Persistant connections doesn't work properly after migrating to Django 4.2

Hi,
after migrating from django 3.2 to 4.2 I’ve noticed persistant connections doesn’t work the same for the new version.
I’m using CONN_MAX_AGE=20 setting

For Django 3.2 I can see that oracle doesn’t create new sessions in v$session table on each request.
But in Django 4.2 there is new session created for each request even though we haven’t changed anything in the database connections.

STACK:

  • python 3.9.16
  • django 4.2.5
  • oracle 19.16.0

Any ideas how to recreate the old behaviour on the new version of Django?

Hi,

I don’t know what the issue would be but… If you’re confident that nothing changed in your code, there are ways to check & isolate changes in Django that may have caused it:

Did you happen to upgrade release at-a-time ie 3.2 → 4.0 → 4.1 → 4.2 … and if so … do you know which step the issue started happening?
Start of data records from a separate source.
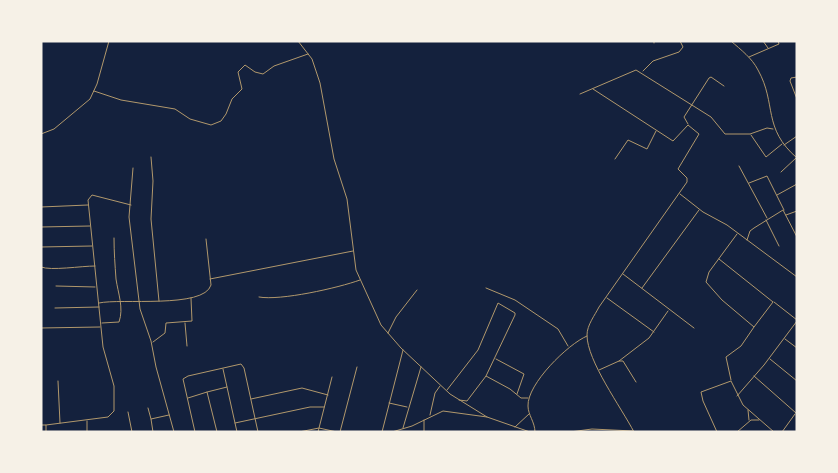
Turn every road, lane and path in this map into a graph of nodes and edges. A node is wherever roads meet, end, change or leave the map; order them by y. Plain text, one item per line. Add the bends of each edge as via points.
1 (109, 41) edge
2 (298, 41) edge
3 (680, 41) edge
4 (731, 41) edge
5 (763, 41) edge
6 (778, 41) edge
7 (769, 49) junction
8 (308, 54) junction
9 (749, 57) junction
10 (642, 72) junction
11 (797, 77) edge
12 (724, 86) dead end
13 (593, 89) junction
14 (94, 91) junction
15 (580, 94) dead end
16 (797, 98) edge
17 (692, 105) junction
18 (688, 125) junction
19 (774, 129) junction
20 (657, 131) junction
21 (41, 134) edge
22 (750, 134) junction
23 (797, 136) edge
24 (783, 144) junction
25 (151, 157) dead end
26 (615, 158) dead end
27 (796, 158) edge
28 (739, 166) dead end
29 (133, 168) dead end
30 (781, 172) dead end
31 (749, 183) junction
32 (797, 184) edge
33 (680, 194) junction
34 (777, 195) junction
35 (88, 205) junction
36 (130, 205) junction
37 (41, 207) edge
38 (700, 209) junction
39 (783, 210) junction
40 (797, 211) edge
41 (785, 215) junction
42 (767, 219) junction
43 (41, 226) edge
44 (91, 226) junction
45 (737, 234) junction
46 (796, 234) edge
47 (114, 238) dead end
48 (797, 238) edge
49 (206, 239) dead end
50 (747, 242) junction
51 (92, 246) junction
52 (779, 246) dead end
53 (41, 247) edge
54 (354, 251) junction
55 (719, 259) junction
56 (95, 266) junction
57 (41, 267) edge
58 (623, 274) junction
59 (797, 277) edge
60 (210, 279) junction
61 (360, 280) junction
62 (56, 286) dead end
63 (97, 287) junction
64 (486, 288) dead end
65 (642, 288) junction
66 (417, 290) dead end
67 (191, 297) junction
68 (259, 297) dead end
69 (607, 297) junction
70 (159, 301) junction
71 (120, 302) junction
72 (139, 302) junction
73 (773, 302) junction
74 (99, 303) junction
75 (99, 307) junction
76 (55, 308) dead end
77 (669, 310) junction
78 (797, 320) edge
79 (185, 322) junction
80 (100, 323) junction
81 (754, 327) junction
82 (41, 328) edge
83 (101, 328) junction
84 (694, 328) dead end
85 (654, 332) junction
86 (387, 334) junction
87 (586, 336) junction
88 (784, 338) junction
89 (152, 342) junction
90 (187, 346) dead end
91 (568, 347) junction
92 (797, 348) edge
93 (403, 350) junction
94 (769, 358) junction
95 (496, 359) junction
96 (619, 361) junction
97 (421, 366) junction
98 (222, 368) junction
99 (357, 368) dead end
100 (599, 371) junction
101 (486, 376) junction
102 (753, 376) junction
103 (332, 377) dead end
104 (731, 380) junction
105 (58, 381) dead end
106 (797, 381) edge
107 (636, 382) dead end
108 (441, 384) junction
109 (227, 388) junction
110 (446, 390) junction
111 (207, 392) junction
112 (328, 395) junction
113 (517, 395) junction
114 (737, 396) junction
115 (188, 398) junction
116 (528, 398) junction
117 (250, 400) junction
118 (459, 400) junction
119 (388, 403) junction
120 (324, 407) junction
121 (408, 407) junction
122 (148, 408) dead end
123 (748, 410) junction
124 (128, 412) dead end
125 (796, 413) edge
126 (529, 414) junction
127 (170, 415) junction
128 (430, 415) junction
129 (487, 417) junction
130 (151, 419) junction
131 (87, 420) junction
132 (255, 420) junction
133 (424, 420) junction
134 (759, 420) junction
135 (749, 421) junction
136 (60, 423) junction
137 (235, 423) junction
138 (41, 425) edge
139 (46, 425) junction
140 (514, 427) junction
141 (319, 428) junction
142 (403, 428) junction
143 (397, 431) edge
144 (633, 431) edge
145 (46, 432) edge
146 (87, 432) edge
147 (132, 432) edge
148 (153, 432) edge
149 (174, 432) edge
150 (195, 432) edge
151 (217, 432) edge
152 (237, 432) edge
153 (258, 432) edge
154 (299, 432) edge
155 (318, 432) edge
156 (336, 432) edge
157 (340, 432) edge
158 (382, 432) edge
159 (392, 432) edge
160 (424, 432) edge
161 (530, 432) edge
162 (535, 432) edge
163 (570, 432) edge
164 (717, 432) edge
165 (737, 432) edge
166 (774, 432) edge
167 (782, 432) edge

1 - 14 street
2 - 8 street
3 - 10 street via 683,47 679,52 653,62
4 - 9 street
5 - 7 street
6 - 7 street via 779,44
7 - 9 street
8 - 14 street via 274,66 263,74 245,65 241,67 238,72 242,90 232,99 226,114 216,125 190,119 175,110 121,100
8 - 54 street via 320,82
9 - 19 street via 762,79
10 - 13 street via 636,70
10 - 17 street
11 - 16 street via 790,81
12 - 17 street via 710,77
13 - 15 street
13 - 20 street
14 - 21 street via 87,102 54,129
17 - 18 street via 684,117
17 - 22 street via 711,117 725,134
18 - 20 street via 674,141
18 - 33 street via 699,136 679,167 688,179
19 - 22 street
19 - 24 street
20 - 26 street via 647,149 628,140
22 - 24 street via 766,158
23 - 24 street
24 - 27 street
25 - 70 street via 151,219
27 - 30 street
28 - 31 street
29 - 36 street
31 - 34 street via 767,176
31 - 42 street
32 - 34 street
33 - 38 street
33 - 58 street
34 - 39 street
35 - 36 street via 88,198 92,195
35 - 37 street
35 - 44 street
36 - 72 street
38 - 45 street
38 - 65 street
39 - 41 street
39 - 42 street
40 - 41 street
41 - 46 street
42 - 50 street via 750,231
42 - 52 street
43 - 44 street
44 - 51 street
45 - 50 street
45 - 55 street
46 - 48 street
47 - 71 street
49 - 60 street
50 - 59 street
51 - 53 street
51 - 56 street
54 - 60 street
54 - 61 street
55 - 73 street
55 - 81 street via 709,272 707,286
56 - 57 street
56 - 63 street
58 - 65 street
58 - 69 street
60 - 67 street via 210,288
61 - 68 street via 288,296
61 - 86 street
62 - 63 street
63 - 74 street
64 - 91 street via 515,300 558,329
65 - 77 street
66 - 86 street
67 - 70 street
67 - 79 street via 193,319
69 - 85 street
69 - 87 street
70 - 72 street
71 - 72 street
71 - 74 street
71 - 80 street via 119,322
72 - 89 street
73 - 78 street
73 - 81 street
74 - 75 street
75 - 76 street
75 - 80 street
77 - 84 street
77 - 85 street
78 - 88 street
79 - 89 street via 166,323 165,333
79 - 90 street
80 - 83 street
81 - 104 street via 741,346 726,357
82 - 83 street
83 - 131 street via 104,354 114,386 114,411 108,417
85 - 96 street
86 - 93 street
87 - 91 street
87 - 100 street
88 - 92 street
88 - 94 street
89 - 127 street
91 - 116 street
93 - 97 street
93 - 119 street
94 - 102 street
94 - 106 street
95 - 101 street
95 - 110 street via 515,314 498,303 478,350
95 - 113 street via 524,374
96 - 100 street
96 - 107 street via 625,364
97 - 108 street
97 - 121 street
98 - 109 street
98 - 115 street via 185,377 183,383
98 - 117 street via 242,365
99 - 157 street
100 - 144 street
101 - 113 street
101 - 118 street via 467,401
102 - 114 street
102 - 125 street
103 - 112 street
104 - 114 street
104 - 164 street via 701,392
105 - 136 street
108 - 110 street
108 - 128 street via 435,393
109 - 111 street
109 - 137 street
110 - 118 street
111 - 115 street
111 - 151 street
112 - 117 street via 302,388
112 - 120 street
113 - 116 street via 522,399
114 - 123 street
115 - 150 street
116 - 126 street
117 - 132 street
118 - 129 street
119 - 121 street
119 - 158 street
120 - 132 street via 310,407
120 - 141 street
121 - 142 street
122 - 130 street
123 - 134 street
123 - 135 street
124 - 147 street
125 - 167 street
126 - 140 street
126 - 162 street
127 - 130 street
127 - 149 street
128 - 129 street via 443,411
128 - 133 street
129 - 140 street
130 - 148 street
131 - 136 street
131 - 146 street
132 - 137 street
132 - 153 street
133 - 142 street
133 - 160 street
134 - 135 street
134 - 166 street
135 - 165 street
136 - 139 street
137 - 152 street
138 - 139 street
139 - 145 street
140 - 161 street
141 - 154 street
141 - 155 street
141 - 156 street
142 - 143 street
143 - 159 street
144 - 163 street via 592,429

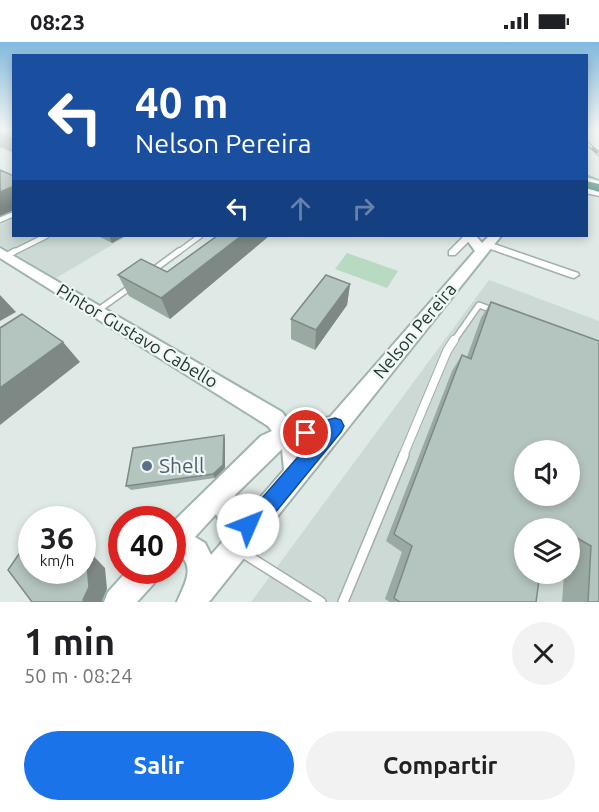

If you jumped straight to 4.2 then setting up a separate local dev environment and checking which release caused it may be the go. If you feel like a challenge perhaps you could also bisect to the exact commit in Django.

Django 4.1 introduced the default-off setting CONN_HEALTH_CHECKS, which enables an extra per-check request for persistent connections. I think this would be the biggest change to database connection logic between the two versions. It could be that the commit that added this feature changed something (perhaps Oracle-only) in a way that others haven’t yet found.

Maybe try reverting that commit in your own fork (or comment out calls to close_if_health_check_failed). Or try enabling CONN_HEALTH_CHECKS to see if that changes anything.